Farewell. The Flying Pig Has Left The Building.

Steve Hynd, August 16, 2012

After four years on the Typepad site, eight years total blogging, Newshoggers is closing it's doors today. We've been coasting the last year or so, with many of us moving on to bigger projects (Hey, Eric!) or simply running out of blogging enthusiasm, and it's time to give the old flying pig a rest.

We've done okay over those eight years, although never being quite PC enough to gain wider acceptance from the partisan "party right or wrong" crowds. We like to think we moved political conversations a little, on the ever-present wish to rush to war with Iran, on the need for a real Left that isn't licking corporatist Dem boots every cycle, on America's foreign misadventures in Afghanistan and Iraq.
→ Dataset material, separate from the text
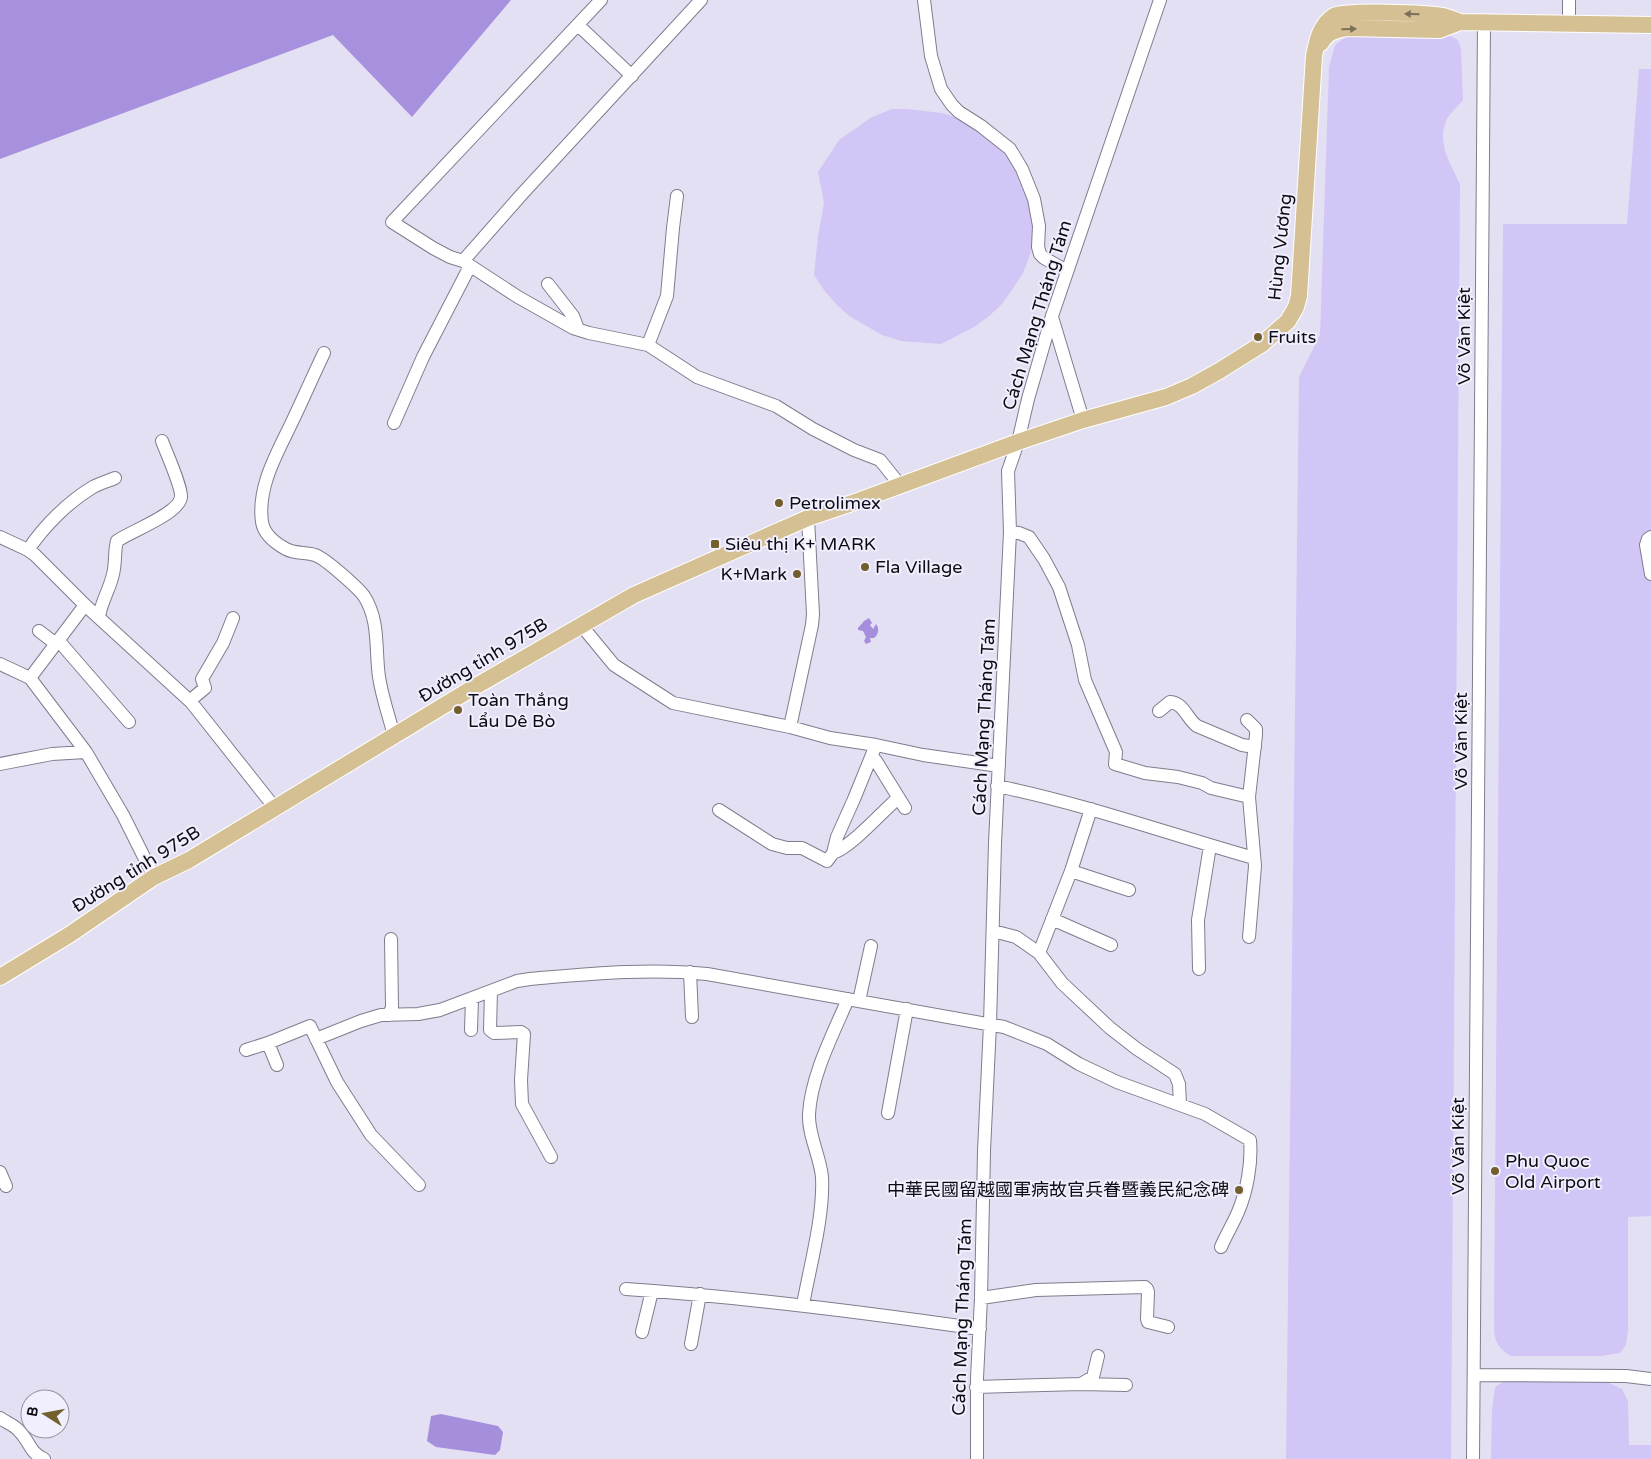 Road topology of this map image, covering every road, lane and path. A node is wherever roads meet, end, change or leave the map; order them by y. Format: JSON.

We like to think we made a small difference while writing under that flying pig banner. We did pretty good for a bunch with no ties to big-party apparatuses or think tanks.

Those eight years of blogging will still exist. Because we're ending this typepad account, we've been archiving the typepad blog here. And the original blogger archive is still here. There will still be new content from the old 'hoggers crew too. Ron writes for The Moderate Voice, I post at The Agonist and Eric Martin's lucid foreign policy thoughts can be read at Democracy Arsenal.

I'd like to thank all our regular commenters, readers and the other bloggers who regularly linked to our posts over the years to agree or disagree. You all made writing for 'hoggers an amazingly fun and stimulating experience.

Thank you very much.

Note: This is an archive copy of Newshoggers. Most of the pictures are gone but the words are all here. There may be some occasional new content, John may do some posts and Ron will cross post some of his contributions to The Moderate Voice so check back.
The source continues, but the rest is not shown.